Blog @ Illumina
Real scientists. Real commentary.

A Synthesis of PAG Asia 2013: Part 1

Brian Fritz, Ph.D.
| Mar 21, 2013

describe the imageOne summary of this year’s inaugural PAG Asia 2013 conference might be thus: a reference genome, while no doubt critical for plant or animal genomics and the result of a significant investment of time and resources, nevertheless remains a largely static document. From an initial reference one can generate some interesting statistics on N50 contigs, numbers of annotated genes, syntenic conservation between related species, and the like. However, a reference is really only the beginning, and it is the subsequent resequencing of diverse natural populations and the application of duly discovered molecular genetic variation via GWAS or related approaches which really unlocks the power of the reference genome. Through such further application does the static document become a living document, sustained over multiple generations of crop or animal improvement to understand the origins of domestication, identify loci crucial to sustaining food security in the face of a changing climate, abiotic stress, or disease, and map diversity of wild and domesticated stocks across the planet. As highlighted in Kahlil’s post, none of these technical improvements matter without also understanding the history, environment, and biology of the systems under study. Sustaining the natural and domesticated diversity of all species will ensure that the genomic revolution has the greatest amount of raw material to work with for future generations of plant and animal genomic improvement.

A brief history of tools for plant and animal genomics

The history of plant and animal selection, as highlighted by Max Rothschild and a number of other speakers at the PAG Asia 2013 meeting, extends back thousands of years to its origins as labour-intensive and largely observational selection and breeding programs.  Desirable traits were identified through sight, smell, or taste and then selected for further generations of planting or breeding.  Such programs persisted and were improved over thousands of years and have resulted in the domestication of a staggering diversity of plant and animal species.

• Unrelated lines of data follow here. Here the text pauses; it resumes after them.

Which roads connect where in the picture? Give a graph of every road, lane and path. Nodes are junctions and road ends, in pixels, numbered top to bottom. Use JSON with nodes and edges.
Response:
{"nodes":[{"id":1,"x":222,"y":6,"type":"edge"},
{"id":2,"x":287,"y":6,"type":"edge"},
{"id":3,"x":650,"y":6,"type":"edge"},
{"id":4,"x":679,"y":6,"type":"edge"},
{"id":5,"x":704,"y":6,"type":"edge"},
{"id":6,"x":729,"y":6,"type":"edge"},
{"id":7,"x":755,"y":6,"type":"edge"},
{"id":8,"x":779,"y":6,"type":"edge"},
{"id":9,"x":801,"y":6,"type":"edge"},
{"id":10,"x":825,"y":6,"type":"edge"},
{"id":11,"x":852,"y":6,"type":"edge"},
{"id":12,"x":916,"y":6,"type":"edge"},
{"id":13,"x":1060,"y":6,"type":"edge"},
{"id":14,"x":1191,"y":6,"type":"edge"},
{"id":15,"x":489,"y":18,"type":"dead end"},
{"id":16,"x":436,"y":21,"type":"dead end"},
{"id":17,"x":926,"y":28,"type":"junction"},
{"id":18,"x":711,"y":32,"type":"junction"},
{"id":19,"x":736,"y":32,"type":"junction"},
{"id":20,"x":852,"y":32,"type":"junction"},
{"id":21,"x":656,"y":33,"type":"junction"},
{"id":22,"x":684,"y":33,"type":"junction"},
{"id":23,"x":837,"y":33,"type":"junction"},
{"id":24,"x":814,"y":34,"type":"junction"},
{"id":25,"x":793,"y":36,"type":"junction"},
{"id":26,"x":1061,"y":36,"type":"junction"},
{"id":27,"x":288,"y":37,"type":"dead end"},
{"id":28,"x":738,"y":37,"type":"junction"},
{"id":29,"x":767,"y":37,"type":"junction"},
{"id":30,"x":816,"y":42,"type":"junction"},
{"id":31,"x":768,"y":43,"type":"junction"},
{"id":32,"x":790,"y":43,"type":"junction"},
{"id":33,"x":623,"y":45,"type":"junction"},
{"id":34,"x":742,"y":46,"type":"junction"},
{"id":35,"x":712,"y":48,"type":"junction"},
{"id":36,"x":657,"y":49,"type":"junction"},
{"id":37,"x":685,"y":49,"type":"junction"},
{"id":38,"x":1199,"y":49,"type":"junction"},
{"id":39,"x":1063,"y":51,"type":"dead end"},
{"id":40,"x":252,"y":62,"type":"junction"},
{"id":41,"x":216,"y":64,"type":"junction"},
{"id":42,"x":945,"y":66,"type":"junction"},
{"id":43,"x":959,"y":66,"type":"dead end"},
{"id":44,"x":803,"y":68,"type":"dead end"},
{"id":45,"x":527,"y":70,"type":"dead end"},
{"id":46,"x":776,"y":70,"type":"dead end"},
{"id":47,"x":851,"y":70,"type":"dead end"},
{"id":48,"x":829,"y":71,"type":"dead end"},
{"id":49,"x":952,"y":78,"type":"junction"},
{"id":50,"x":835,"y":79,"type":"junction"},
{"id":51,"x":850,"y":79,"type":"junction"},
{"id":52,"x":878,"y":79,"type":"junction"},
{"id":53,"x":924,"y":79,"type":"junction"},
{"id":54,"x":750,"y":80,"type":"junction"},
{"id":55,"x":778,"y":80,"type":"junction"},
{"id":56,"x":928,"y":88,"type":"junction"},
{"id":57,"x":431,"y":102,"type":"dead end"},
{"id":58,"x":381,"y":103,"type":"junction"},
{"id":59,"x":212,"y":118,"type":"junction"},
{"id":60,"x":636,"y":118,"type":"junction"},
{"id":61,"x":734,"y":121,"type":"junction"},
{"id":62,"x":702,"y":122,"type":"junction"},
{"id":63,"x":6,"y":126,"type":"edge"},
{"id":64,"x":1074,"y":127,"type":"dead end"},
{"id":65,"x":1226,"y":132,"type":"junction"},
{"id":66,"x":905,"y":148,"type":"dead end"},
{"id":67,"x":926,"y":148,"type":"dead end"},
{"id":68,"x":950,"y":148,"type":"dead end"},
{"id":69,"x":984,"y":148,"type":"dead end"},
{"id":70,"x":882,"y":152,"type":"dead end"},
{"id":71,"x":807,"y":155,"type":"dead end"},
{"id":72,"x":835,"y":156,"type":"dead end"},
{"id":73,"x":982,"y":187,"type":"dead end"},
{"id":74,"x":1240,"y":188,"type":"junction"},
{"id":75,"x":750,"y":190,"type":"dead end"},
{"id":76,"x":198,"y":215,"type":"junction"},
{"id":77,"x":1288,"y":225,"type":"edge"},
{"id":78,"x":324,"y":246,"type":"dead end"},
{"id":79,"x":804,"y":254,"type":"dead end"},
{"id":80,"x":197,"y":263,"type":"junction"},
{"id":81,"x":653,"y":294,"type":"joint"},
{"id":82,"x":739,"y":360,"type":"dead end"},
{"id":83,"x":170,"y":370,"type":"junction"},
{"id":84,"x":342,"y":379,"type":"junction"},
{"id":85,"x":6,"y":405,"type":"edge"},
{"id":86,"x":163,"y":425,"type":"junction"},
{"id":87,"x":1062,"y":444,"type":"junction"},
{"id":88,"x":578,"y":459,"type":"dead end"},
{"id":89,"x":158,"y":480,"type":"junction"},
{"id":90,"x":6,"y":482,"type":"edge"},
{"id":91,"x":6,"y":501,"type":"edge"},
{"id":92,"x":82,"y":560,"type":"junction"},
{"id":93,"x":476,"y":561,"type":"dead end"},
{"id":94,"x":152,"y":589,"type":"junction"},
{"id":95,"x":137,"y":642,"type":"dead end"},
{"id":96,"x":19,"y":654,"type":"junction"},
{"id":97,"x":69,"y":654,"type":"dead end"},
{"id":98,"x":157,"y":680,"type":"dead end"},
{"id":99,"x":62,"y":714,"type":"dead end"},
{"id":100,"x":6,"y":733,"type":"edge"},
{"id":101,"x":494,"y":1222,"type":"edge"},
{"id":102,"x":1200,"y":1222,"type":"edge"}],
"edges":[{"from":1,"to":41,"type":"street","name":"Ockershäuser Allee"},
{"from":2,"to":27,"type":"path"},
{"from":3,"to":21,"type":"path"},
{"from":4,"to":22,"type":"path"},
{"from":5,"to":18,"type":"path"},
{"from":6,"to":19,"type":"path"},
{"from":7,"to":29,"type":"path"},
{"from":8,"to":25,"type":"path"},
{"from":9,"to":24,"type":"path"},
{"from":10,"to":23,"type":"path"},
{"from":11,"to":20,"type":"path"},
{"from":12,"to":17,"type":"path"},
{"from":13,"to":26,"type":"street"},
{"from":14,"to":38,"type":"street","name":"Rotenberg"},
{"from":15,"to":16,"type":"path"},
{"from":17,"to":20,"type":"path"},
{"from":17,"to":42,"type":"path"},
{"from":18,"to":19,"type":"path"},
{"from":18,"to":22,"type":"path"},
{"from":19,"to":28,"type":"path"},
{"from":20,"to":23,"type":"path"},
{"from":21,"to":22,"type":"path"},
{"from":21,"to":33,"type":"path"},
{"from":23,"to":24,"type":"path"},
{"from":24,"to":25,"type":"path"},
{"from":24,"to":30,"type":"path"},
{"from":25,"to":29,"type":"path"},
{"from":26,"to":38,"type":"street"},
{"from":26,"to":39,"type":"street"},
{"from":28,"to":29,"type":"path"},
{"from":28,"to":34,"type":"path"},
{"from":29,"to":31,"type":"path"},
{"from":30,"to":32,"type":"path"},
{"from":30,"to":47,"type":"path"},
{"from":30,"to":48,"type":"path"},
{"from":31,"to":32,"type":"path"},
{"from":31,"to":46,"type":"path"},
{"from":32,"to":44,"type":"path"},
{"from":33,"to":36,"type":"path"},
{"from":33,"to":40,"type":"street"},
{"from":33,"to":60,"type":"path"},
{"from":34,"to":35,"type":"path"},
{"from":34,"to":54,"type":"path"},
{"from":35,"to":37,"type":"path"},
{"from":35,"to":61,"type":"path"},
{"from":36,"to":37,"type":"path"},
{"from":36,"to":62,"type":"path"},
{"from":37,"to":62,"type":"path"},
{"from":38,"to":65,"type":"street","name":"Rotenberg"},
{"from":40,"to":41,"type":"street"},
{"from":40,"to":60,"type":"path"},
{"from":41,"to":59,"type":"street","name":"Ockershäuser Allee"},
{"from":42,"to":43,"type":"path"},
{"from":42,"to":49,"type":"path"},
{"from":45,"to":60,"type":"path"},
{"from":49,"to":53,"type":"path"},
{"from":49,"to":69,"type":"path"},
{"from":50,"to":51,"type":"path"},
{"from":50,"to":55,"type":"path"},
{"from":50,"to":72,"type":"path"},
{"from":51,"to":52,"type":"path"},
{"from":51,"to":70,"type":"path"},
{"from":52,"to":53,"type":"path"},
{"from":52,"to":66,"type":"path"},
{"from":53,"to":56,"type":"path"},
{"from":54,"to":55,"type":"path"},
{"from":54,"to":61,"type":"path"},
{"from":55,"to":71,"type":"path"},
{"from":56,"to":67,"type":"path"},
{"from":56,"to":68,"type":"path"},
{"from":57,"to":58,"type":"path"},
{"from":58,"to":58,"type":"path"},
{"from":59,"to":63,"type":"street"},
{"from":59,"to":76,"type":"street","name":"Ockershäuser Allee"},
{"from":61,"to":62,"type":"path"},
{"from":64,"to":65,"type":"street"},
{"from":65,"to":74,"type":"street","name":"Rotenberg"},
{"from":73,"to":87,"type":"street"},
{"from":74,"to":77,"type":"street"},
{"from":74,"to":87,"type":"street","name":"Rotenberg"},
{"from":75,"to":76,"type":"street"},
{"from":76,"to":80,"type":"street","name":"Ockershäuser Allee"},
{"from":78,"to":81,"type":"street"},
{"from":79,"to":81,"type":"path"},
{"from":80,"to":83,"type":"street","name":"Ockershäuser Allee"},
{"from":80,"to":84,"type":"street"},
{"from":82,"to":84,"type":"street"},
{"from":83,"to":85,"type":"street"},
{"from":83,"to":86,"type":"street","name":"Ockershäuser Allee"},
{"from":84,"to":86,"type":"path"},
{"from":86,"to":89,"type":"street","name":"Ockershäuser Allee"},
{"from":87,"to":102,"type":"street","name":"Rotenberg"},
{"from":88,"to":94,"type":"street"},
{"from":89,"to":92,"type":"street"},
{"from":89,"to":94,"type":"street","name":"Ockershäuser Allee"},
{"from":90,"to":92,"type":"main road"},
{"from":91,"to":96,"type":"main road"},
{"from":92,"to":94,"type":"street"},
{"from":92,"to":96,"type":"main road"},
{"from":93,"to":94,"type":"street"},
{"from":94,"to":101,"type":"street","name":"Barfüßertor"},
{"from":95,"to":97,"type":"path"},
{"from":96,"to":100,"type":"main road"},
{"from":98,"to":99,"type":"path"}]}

With the onset of the age of molecular biology in the past century, a new opportunity arose to apply molecular genetic tools to plant and animal improvement programs. Molecular marker technologies—such as microsatellites and restriction fragment length polymorphisms—allowed the creation of genetic maps, which in turn enabled QTL analyses to begin to identify the molecular genetic basis of observed phenotypic variation.  The creation of BAC and cDNA libraries and the commoditization of capillary electrophoresis-based sequencing technology then enabled the physical sequencing of QTL loci and direct linkage between specific polymorphic gene sequences and phenotypes. Drawing upon lessons learned from the human and other foundational eukaryotic genome sequencing programs, high-throughput shotgun sequencing strategies were employed for the identification of single nucleotide polymorphisms within plant and animal populations. They in turn fostered the development of high-throughput SNP genotyping technologies and subsequent GWAS studies to map loci underlying traits of interest with increasing greater resolution. As such technologies improved in reliability, efficiency, and cost per sample, an increasing number of individual genomes were assayed in diverse plant and animal species, and the utilization of molecular analyses within crop or animal improvement programs began to proliferate.

Fast-forward to just after the turn of the last century. The first “next-generation” sequencing technologies began to supplant CE-based methods to establish reference genome sequences and identify SNPs or other molecular genetic variants in an expanding constellation of different organisms. Cost per base of sequencing dropped by orders of magnitude within just a few years and, in addition to de novo assemblies of previously unknown reference genomes, high-throughput sequencing tools have since been applied to greatly improving such reference genome assemblies. Some improvements have been technical, such as through increased read lengths or paired-end and mate-pair sequencing strategies to bridge gaps between contigs. Other improvements have been through decreased costs and the ability to sample ever larger numbers of individuals and different populations. The proliferation of reference genomes for different plant and animal species also affords the opportunity to leverage genomic synteny between related organisms and facilitates de novo assembly of new reference genome sequences from short-read based shotgun sequencing approaches. One particularly noteworthy approach (mentioned by a number of talks in the IWGSC [wheat] session and Dave Edwards for Brassica and chickpea) involves flow-sorting of individual plant chromosomes, followed by BAC-by-BAC or similarly targeted sequencing to reduce the complexity of sequencing and assembling highly complex genomes. Finally, it is important to note that none of these improvements in molecular biology and other “bench” tools would have made so great an impact were it not for the continuous development and refinement of the bioanalytical methods required to generate meaningful results from such an explosive number of molecular genetic datasets.